**What is required**
Go to the line below containing "ring tip: (524, 338)" and print exactly from there through the line containing "pinky pip: (992, 151)", both included. Print nothing else.

**Data to examine**
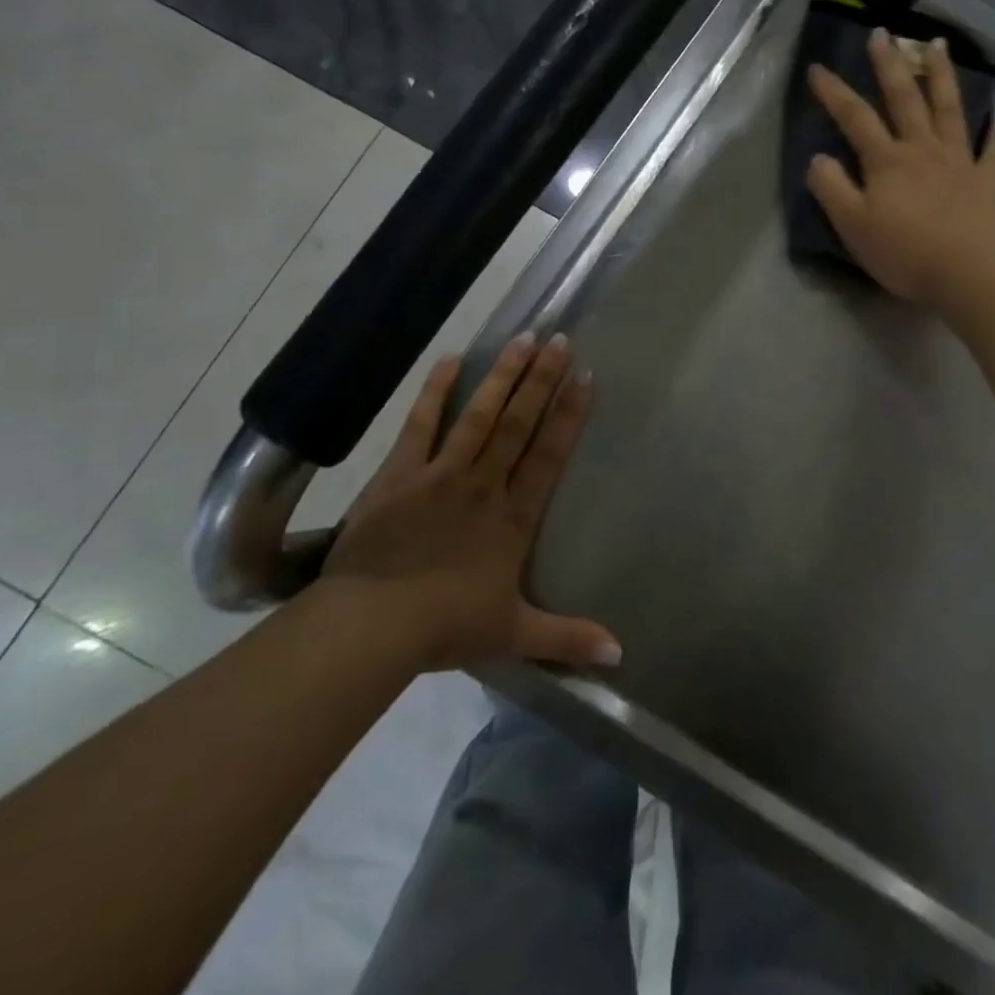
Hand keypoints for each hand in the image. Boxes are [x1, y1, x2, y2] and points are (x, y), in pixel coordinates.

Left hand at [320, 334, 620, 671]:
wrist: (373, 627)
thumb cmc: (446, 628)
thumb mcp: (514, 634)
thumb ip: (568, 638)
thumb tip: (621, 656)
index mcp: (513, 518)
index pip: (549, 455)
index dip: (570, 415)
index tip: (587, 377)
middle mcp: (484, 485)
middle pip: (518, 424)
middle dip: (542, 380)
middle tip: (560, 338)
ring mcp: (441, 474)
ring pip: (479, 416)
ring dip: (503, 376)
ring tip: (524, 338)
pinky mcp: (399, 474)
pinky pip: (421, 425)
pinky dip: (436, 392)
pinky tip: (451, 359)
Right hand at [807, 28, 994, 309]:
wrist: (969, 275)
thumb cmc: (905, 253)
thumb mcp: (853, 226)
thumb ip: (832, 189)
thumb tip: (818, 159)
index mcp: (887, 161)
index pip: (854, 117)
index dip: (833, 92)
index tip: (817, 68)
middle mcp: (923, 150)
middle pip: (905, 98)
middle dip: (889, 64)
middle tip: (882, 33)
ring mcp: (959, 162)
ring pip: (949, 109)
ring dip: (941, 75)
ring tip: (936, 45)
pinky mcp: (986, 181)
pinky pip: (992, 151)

--

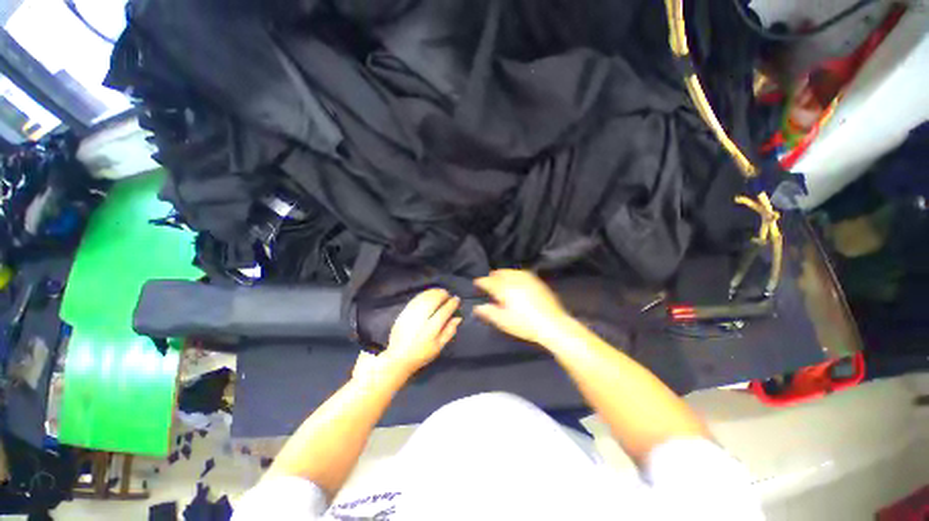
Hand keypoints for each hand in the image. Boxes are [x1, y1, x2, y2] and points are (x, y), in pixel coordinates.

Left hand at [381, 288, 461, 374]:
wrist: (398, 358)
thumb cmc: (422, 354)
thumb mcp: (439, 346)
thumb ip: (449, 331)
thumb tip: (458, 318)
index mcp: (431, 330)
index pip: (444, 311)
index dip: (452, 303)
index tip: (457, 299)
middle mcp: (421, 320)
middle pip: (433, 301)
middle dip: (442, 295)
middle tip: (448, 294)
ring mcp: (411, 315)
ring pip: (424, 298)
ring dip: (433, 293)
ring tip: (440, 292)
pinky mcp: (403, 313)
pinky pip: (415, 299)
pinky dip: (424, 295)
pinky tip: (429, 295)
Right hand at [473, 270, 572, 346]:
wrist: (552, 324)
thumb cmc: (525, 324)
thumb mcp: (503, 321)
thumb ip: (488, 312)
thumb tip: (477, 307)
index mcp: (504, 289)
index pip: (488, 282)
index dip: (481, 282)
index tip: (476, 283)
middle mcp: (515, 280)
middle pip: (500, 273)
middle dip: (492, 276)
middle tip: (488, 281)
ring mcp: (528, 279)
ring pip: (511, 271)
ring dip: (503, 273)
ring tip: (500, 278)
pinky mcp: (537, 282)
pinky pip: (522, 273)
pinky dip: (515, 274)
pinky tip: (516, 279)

**Response area**
ring tip: (524, 338)
pinky mcp: (399, 474)
pinky pip: (421, 425)
pinky dip: (436, 392)
pinky tip: (451, 359)
Right hand at [807, 28, 994, 309]:
wrist: (969, 275)
thumb cmc: (905, 253)
thumb mcp: (853, 226)
thumb ip: (832, 189)
thumb tip: (818, 159)
index mcp: (887, 161)
index pip: (854, 117)
index dip: (833, 92)
index tip: (817, 68)
middle mcp: (923, 150)
middle pip: (905, 98)
middle dip: (889, 64)
middle tip: (882, 33)
ring mcp: (959, 162)
ring pip: (949, 109)
ring dip: (941, 75)
ring tip: (936, 45)
pinky mcp: (986, 181)
pinky pip: (992, 151)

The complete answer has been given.